Task prompt.
Read through the entries below and return each line with the word "姫路環状線".
*** Opening of Records shown ***
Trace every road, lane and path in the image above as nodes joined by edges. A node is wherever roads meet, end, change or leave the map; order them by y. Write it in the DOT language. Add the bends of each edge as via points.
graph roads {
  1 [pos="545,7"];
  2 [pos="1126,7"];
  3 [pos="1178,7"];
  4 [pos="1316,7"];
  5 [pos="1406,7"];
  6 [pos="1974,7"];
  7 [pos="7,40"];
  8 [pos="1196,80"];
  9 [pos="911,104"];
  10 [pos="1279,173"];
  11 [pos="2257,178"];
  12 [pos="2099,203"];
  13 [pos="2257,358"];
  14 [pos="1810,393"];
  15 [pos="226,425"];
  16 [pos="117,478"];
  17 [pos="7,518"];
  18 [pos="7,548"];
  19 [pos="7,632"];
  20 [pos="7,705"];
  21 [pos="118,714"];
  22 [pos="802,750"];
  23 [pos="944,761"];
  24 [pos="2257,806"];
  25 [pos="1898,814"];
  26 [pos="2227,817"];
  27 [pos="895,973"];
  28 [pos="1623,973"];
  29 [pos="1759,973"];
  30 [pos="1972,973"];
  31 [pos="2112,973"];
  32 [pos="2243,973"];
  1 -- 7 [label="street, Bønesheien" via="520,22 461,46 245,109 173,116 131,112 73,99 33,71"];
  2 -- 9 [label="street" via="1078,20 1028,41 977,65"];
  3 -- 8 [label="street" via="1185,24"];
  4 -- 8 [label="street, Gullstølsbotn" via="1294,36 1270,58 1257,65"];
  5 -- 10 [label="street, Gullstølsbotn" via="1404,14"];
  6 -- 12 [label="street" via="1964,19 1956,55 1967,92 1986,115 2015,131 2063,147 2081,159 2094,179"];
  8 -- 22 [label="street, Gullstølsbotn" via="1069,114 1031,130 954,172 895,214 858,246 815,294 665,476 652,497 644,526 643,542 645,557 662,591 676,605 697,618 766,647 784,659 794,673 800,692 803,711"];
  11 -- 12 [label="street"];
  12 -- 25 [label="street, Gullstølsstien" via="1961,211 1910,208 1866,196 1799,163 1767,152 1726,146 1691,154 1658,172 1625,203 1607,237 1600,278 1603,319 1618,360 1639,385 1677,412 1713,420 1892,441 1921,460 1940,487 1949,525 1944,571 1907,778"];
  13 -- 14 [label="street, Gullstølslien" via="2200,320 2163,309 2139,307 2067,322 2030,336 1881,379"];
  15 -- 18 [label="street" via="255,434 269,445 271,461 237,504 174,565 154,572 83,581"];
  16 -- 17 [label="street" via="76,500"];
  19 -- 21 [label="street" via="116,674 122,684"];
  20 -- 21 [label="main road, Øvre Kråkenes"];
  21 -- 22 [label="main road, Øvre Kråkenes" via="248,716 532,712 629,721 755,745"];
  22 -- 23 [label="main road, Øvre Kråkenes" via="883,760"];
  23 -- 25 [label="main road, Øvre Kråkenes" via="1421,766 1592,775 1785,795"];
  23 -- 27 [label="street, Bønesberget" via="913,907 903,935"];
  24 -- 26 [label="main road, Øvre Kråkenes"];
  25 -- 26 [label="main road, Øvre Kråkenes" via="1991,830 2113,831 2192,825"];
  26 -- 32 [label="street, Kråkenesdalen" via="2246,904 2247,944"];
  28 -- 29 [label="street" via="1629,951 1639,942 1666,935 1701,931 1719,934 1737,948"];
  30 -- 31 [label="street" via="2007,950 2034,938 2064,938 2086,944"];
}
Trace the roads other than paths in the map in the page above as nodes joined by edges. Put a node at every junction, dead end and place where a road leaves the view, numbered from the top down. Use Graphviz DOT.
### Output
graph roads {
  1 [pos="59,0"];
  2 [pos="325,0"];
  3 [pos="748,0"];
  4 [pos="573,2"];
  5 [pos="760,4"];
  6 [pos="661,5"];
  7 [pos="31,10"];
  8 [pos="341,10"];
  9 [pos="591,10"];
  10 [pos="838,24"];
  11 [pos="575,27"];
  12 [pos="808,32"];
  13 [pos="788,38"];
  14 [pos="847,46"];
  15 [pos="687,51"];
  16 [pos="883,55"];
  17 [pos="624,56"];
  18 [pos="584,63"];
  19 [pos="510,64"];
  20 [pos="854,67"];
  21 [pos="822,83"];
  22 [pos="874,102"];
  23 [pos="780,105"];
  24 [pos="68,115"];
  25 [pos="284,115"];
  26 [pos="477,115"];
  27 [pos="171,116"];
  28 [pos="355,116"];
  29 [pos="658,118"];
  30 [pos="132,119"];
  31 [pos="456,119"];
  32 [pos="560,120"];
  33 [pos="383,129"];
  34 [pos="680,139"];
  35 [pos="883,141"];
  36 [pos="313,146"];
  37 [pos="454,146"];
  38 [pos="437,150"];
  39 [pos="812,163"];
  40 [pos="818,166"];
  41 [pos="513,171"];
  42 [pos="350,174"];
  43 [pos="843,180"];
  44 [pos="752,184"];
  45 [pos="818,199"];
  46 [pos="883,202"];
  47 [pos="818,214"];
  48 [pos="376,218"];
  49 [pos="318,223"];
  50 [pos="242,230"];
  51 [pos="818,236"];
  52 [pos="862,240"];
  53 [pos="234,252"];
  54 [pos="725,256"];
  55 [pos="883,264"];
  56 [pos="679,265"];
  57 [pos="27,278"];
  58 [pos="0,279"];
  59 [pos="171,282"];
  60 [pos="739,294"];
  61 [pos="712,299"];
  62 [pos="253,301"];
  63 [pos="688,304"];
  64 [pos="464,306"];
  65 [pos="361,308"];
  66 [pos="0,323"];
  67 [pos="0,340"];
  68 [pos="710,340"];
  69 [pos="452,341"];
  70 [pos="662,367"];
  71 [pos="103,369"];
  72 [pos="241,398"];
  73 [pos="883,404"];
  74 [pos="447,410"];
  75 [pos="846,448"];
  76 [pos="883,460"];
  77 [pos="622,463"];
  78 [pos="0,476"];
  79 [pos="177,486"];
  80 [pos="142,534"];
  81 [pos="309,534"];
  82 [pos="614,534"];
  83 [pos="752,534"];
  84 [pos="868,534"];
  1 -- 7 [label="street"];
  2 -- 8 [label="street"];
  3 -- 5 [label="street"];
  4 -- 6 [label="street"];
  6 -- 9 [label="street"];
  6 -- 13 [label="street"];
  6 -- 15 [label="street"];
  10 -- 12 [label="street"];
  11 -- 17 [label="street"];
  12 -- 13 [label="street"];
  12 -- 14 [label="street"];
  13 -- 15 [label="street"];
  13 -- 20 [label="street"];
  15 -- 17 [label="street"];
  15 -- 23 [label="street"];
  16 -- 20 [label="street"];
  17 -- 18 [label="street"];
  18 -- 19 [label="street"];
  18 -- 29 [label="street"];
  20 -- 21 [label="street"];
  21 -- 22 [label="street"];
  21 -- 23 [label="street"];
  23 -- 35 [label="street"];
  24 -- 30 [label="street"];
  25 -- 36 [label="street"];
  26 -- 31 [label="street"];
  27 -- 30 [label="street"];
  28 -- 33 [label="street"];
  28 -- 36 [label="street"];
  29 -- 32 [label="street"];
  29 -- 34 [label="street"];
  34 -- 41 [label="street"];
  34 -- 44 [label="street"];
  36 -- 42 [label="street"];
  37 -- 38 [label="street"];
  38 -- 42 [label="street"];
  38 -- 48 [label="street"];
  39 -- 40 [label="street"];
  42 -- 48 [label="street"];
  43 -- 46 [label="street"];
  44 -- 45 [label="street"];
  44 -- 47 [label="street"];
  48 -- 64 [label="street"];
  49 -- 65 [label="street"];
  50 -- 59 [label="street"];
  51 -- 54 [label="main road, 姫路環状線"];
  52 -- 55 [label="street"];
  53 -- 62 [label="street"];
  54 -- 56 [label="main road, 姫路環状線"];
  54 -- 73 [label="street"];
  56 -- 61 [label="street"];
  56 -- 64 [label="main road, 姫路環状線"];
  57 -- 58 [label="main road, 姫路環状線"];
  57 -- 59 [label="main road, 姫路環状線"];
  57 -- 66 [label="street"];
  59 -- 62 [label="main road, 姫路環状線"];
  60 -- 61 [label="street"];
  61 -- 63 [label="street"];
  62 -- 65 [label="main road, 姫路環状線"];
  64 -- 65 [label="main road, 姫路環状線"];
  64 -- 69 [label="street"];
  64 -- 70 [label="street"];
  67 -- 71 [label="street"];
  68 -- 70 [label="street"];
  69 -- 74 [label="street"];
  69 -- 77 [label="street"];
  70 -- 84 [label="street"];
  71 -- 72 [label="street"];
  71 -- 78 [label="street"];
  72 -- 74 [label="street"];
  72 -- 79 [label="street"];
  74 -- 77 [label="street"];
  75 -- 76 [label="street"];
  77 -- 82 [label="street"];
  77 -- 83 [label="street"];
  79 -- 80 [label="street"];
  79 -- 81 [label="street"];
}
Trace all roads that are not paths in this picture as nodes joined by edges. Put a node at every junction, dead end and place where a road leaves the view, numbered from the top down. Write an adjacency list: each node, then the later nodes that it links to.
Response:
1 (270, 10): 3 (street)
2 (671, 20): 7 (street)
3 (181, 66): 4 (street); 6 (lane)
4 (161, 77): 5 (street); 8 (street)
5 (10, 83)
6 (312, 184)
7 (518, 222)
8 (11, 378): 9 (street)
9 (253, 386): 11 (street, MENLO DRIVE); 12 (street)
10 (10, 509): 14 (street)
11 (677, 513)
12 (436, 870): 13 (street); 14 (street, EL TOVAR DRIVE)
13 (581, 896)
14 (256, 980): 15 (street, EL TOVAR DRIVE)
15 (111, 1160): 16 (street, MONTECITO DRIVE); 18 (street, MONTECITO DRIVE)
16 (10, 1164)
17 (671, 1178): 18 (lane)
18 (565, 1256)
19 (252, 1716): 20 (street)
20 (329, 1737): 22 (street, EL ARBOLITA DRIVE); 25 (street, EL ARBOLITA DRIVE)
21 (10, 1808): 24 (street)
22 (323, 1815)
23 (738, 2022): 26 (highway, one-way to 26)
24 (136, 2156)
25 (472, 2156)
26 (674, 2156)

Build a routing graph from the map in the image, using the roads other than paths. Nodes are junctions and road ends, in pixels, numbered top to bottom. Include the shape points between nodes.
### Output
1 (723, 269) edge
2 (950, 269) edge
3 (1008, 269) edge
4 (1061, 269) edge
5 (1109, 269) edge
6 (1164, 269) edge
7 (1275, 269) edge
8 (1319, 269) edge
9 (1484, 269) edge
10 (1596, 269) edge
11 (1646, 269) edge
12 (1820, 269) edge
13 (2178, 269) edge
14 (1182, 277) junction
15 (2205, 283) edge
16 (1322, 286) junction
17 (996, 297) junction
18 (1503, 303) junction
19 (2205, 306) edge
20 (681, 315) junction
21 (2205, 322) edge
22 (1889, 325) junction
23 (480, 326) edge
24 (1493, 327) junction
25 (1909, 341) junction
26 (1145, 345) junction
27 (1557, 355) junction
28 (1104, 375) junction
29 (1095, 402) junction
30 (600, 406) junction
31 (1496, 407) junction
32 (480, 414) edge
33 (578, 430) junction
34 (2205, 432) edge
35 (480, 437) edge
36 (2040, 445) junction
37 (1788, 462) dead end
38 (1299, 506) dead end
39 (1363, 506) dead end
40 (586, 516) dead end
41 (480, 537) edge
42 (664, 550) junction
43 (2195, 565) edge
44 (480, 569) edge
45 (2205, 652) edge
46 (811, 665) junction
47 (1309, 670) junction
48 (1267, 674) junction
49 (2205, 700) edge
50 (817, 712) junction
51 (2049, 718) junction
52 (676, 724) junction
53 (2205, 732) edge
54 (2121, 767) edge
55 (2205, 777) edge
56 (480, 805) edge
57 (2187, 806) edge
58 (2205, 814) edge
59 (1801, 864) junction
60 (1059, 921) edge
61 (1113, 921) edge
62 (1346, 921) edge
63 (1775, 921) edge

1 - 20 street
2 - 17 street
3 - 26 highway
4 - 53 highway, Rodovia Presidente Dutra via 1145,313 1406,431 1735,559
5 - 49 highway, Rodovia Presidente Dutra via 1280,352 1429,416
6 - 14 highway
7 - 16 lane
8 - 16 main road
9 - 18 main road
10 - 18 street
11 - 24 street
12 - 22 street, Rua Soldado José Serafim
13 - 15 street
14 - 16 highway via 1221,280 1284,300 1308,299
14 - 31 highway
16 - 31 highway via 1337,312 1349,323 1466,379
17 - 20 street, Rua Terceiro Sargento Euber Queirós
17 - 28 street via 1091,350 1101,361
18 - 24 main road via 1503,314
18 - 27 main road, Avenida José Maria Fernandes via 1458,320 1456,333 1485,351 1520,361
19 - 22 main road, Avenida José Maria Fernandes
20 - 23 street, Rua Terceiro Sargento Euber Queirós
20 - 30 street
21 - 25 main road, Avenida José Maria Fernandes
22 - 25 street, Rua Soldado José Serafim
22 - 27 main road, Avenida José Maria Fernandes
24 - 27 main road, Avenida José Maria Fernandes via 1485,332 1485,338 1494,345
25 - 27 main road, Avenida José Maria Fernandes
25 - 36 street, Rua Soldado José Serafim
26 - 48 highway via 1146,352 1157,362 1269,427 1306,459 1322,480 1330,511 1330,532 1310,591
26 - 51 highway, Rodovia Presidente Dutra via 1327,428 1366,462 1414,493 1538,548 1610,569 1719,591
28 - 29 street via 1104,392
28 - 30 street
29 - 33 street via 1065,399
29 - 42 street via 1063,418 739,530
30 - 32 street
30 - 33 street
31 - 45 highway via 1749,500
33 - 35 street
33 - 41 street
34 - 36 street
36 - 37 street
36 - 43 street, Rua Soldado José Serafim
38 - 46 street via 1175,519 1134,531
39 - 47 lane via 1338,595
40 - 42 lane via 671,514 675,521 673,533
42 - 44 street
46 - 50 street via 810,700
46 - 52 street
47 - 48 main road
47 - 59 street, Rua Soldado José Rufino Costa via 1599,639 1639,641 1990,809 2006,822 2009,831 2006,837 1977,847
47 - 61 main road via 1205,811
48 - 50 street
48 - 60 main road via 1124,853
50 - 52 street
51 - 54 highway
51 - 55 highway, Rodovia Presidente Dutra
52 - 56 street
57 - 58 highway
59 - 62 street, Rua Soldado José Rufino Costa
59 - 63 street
*** Close of Records shown ***
Solution for this task.
  51 -- 54 [label="main road, 姫路環状線"];
  54 -- 56 [label="main road, 姫路環状線"];
  56 -- 64 [label="main road, 姫路環状線"];
  57 -- 58 [label="main road, 姫路環状線"];
  57 -- 59 [label="main road, 姫路環状線"];
  59 -- 62 [label="main road, 姫路環状線"];
  62 -- 65 [label="main road, 姫路環状線"];
  64 -- 65 [label="main road, 姫路環状線"];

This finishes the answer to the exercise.